■ PROBLEM REQUIREMENTS ■
Your task is to copy each line of the material that holds the word "hand".

···

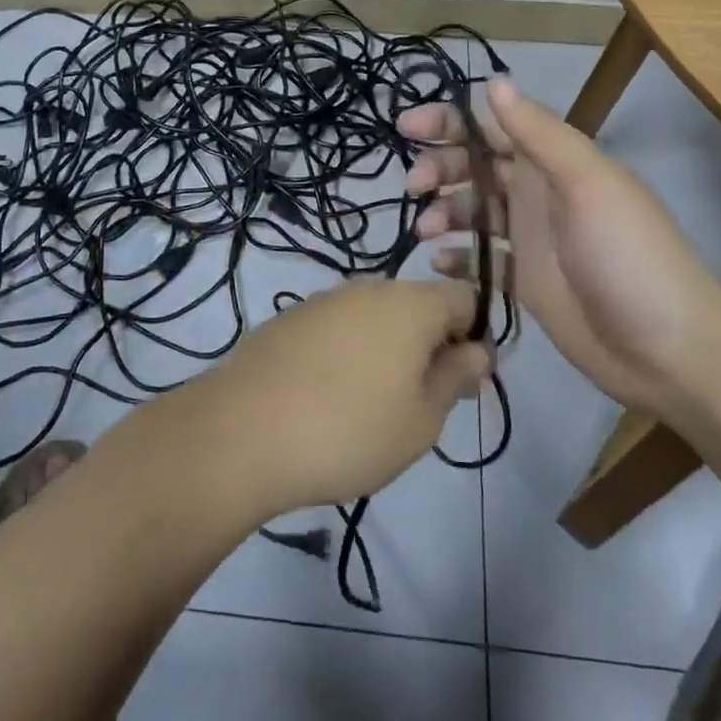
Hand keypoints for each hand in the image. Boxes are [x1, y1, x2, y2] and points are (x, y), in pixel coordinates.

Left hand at [187, 279, 488, 515]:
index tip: (462, 382)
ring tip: (371, 408)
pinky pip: (337, 328)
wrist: (241, 432)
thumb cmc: (349, 430)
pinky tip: (328, 398)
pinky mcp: (289, 319)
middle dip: (429, 346)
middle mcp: (368, 288)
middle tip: (419, 404)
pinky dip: (346, 353)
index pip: (464, 297)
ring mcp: (323, 300)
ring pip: (375, 318)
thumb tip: (479, 350)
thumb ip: (455, 377)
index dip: (474, 336)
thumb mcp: (422, 419)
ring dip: (386, 351)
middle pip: (417, 305)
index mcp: (411, 303)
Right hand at [402, 76, 720, 413]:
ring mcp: (531, 240)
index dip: (450, 122)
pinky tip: (441, 265)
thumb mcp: (588, 184)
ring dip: (443, 212)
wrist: (668, 350)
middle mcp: (538, 195)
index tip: (407, 129)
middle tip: (414, 187)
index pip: (493, 127)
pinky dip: (457, 259)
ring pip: (472, 212)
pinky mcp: (525, 282)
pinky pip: (480, 260)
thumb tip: (495, 81)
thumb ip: (540, 134)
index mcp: (554, 164)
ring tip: (426, 232)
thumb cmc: (628, 257)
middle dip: (439, 168)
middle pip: (475, 167)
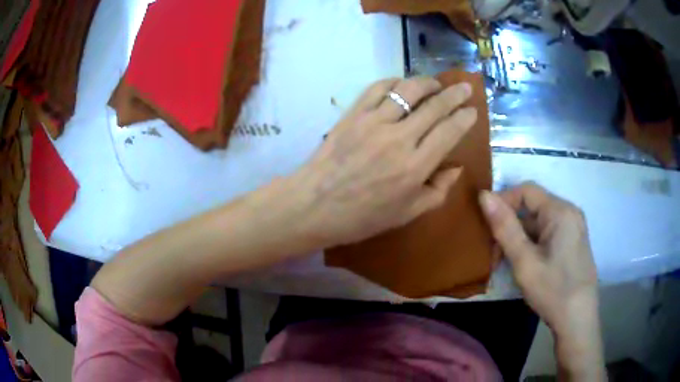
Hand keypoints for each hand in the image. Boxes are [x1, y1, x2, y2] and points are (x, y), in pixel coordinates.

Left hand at [290, 77, 476, 246]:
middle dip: (455, 94)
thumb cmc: (362, 216)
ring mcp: (373, 122)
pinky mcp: (353, 114)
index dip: (465, 118)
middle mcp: (399, 138)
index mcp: (415, 167)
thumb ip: (438, 190)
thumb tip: (456, 167)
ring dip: (427, 83)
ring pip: (408, 90)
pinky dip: (394, 82)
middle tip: (465, 88)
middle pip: (434, 106)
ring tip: (436, 84)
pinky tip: (402, 84)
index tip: (472, 110)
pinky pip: (378, 88)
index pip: (449, 131)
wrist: (314, 205)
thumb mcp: (407, 213)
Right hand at [479, 183, 604, 379]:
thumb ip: (505, 227)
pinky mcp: (572, 242)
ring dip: (519, 238)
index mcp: (560, 211)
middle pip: (532, 207)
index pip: (526, 190)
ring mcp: (573, 228)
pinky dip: (531, 244)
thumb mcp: (525, 261)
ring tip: (504, 262)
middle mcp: (569, 212)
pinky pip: (547, 234)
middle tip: (493, 253)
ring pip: (538, 223)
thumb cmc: (552, 290)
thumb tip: (484, 195)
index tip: (486, 226)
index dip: (503, 202)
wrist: (578, 320)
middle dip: (510, 226)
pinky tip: (523, 264)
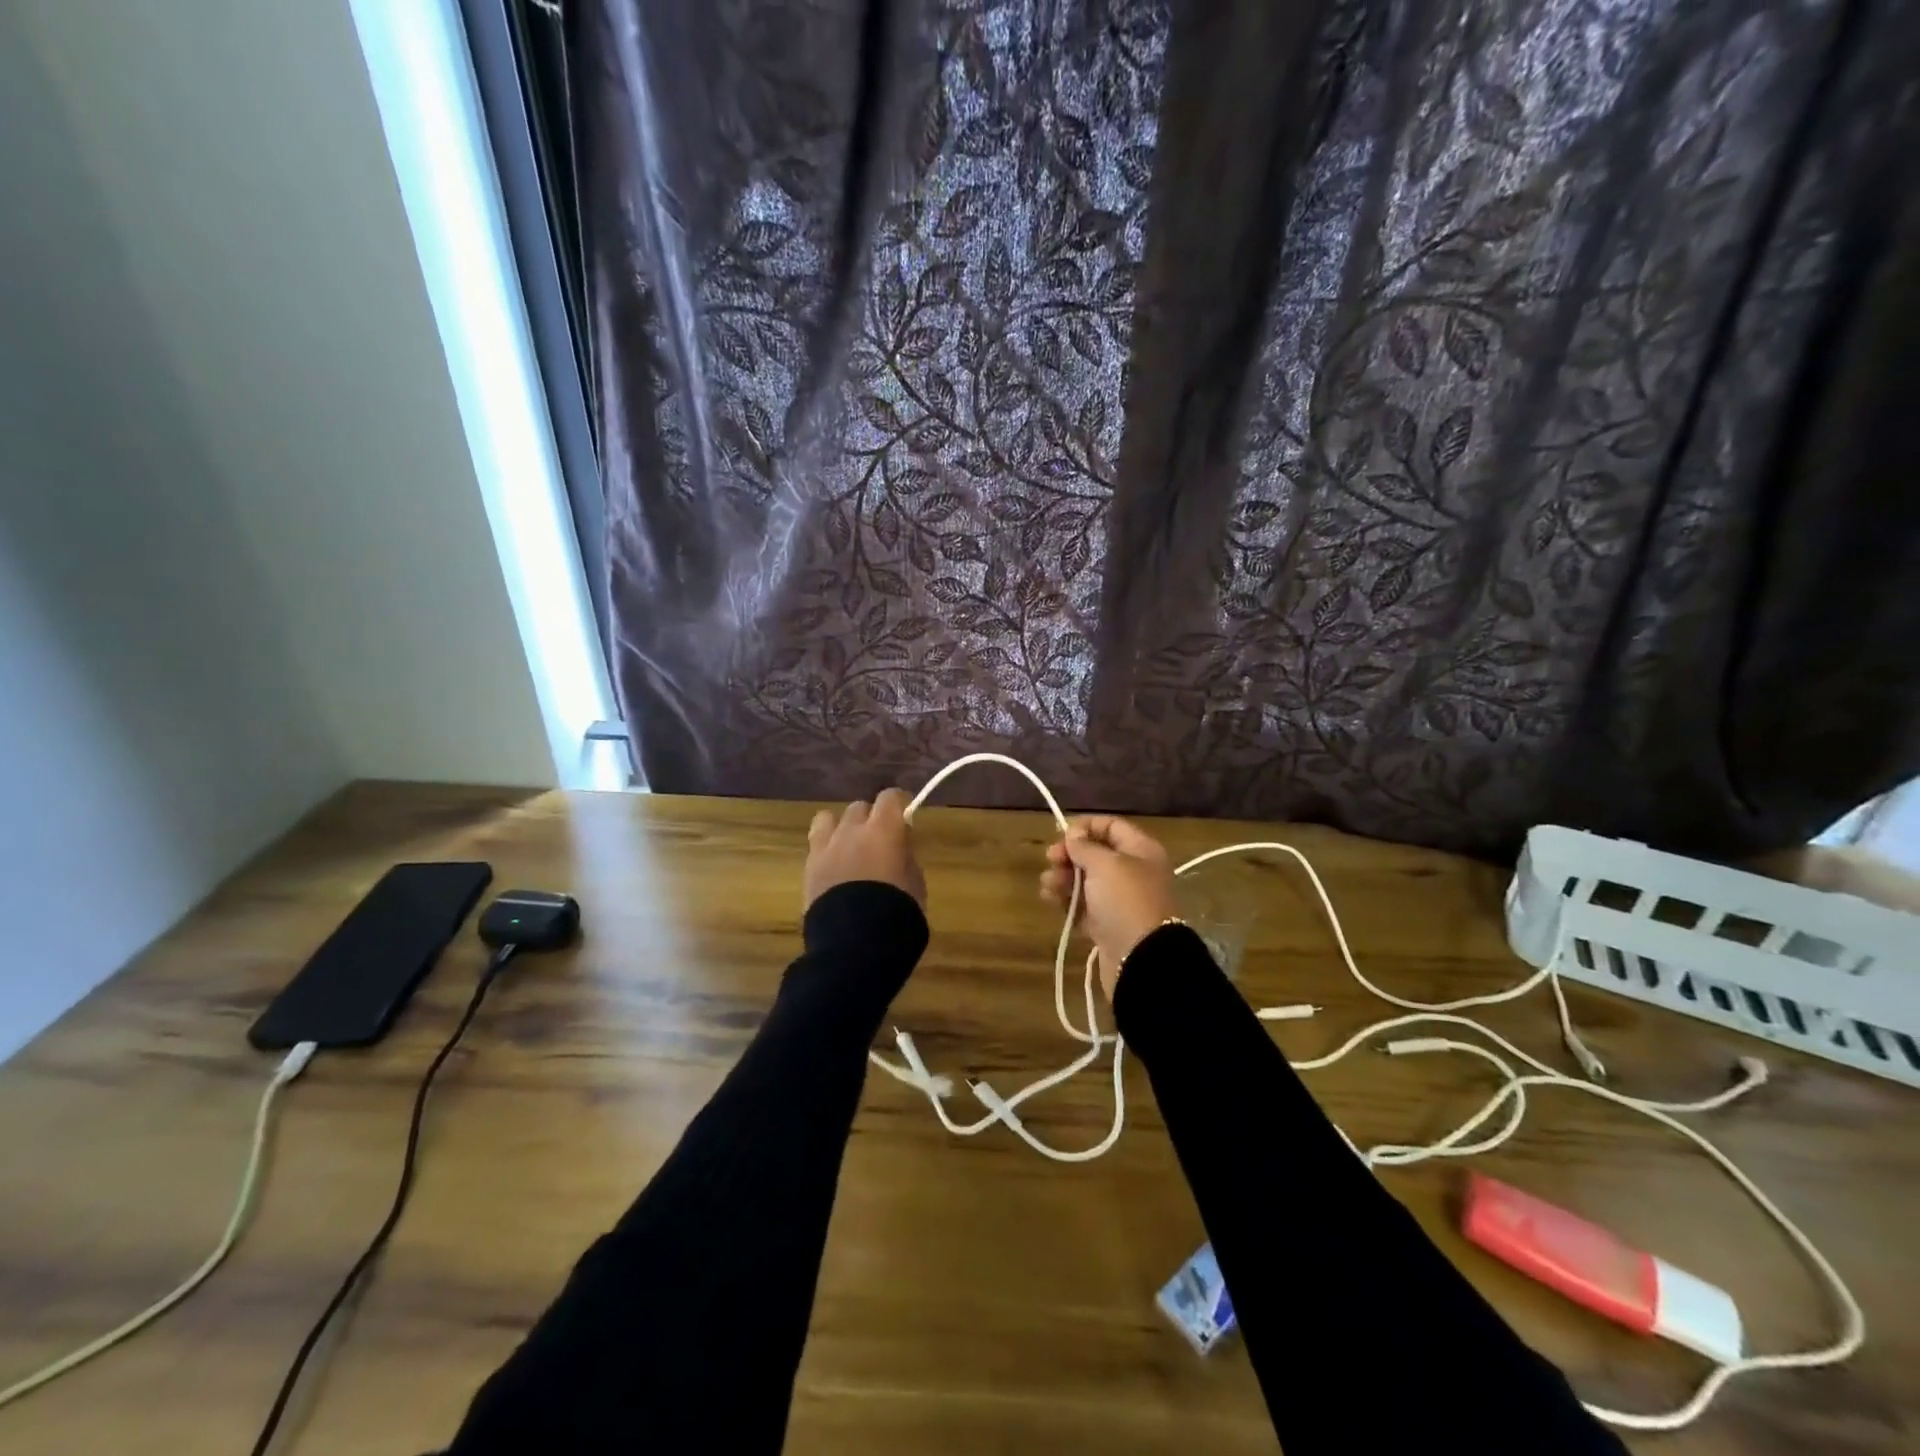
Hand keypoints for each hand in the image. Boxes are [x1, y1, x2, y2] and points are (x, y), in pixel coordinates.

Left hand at [805, 788, 926, 911]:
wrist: (855, 943)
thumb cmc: (897, 912)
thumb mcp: (915, 883)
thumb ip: (906, 856)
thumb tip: (899, 845)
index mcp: (884, 830)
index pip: (890, 797)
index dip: (898, 804)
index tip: (904, 816)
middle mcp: (852, 829)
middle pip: (859, 807)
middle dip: (870, 818)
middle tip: (878, 840)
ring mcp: (826, 846)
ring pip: (829, 819)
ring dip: (842, 828)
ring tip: (849, 848)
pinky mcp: (808, 867)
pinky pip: (815, 844)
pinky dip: (826, 848)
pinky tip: (833, 866)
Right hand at [1039, 815, 1178, 1000]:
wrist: (1140, 960)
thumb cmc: (1125, 901)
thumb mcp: (1105, 864)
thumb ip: (1085, 846)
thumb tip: (1073, 834)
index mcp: (1141, 851)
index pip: (1111, 826)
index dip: (1084, 827)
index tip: (1061, 836)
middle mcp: (1133, 872)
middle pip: (1095, 854)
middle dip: (1069, 855)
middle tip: (1050, 861)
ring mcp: (1120, 900)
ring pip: (1086, 881)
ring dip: (1063, 879)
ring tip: (1047, 886)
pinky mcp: (1108, 925)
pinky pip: (1083, 906)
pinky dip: (1067, 902)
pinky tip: (1051, 901)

···

■ EXERCISE OUTPUT ■
Hand keypoints for each hand in the image. Boxes are [x1, y1, x2, y2] and points are (x, y), in pixel coordinates.
Left hand at [187, 279, 488, 515]:
Right hand at [402, 76, 720, 413]:
Hand keypoints for each hand in the image. Boxes are [x1, y1, x2, y2] and points are (x, y), in pixel coordinates.
Left hand at [290, 77, 476, 246]:
Right hand at [479, 183, 604, 379]:
Hand keypoints for each hand in the image. Boxes are [x1, y1, x2, y2] and points are (x, y), in pixel coordinates.
Left hand at [805, 788, 926, 911]:
Right hand at [1039, 815, 1178, 1000]:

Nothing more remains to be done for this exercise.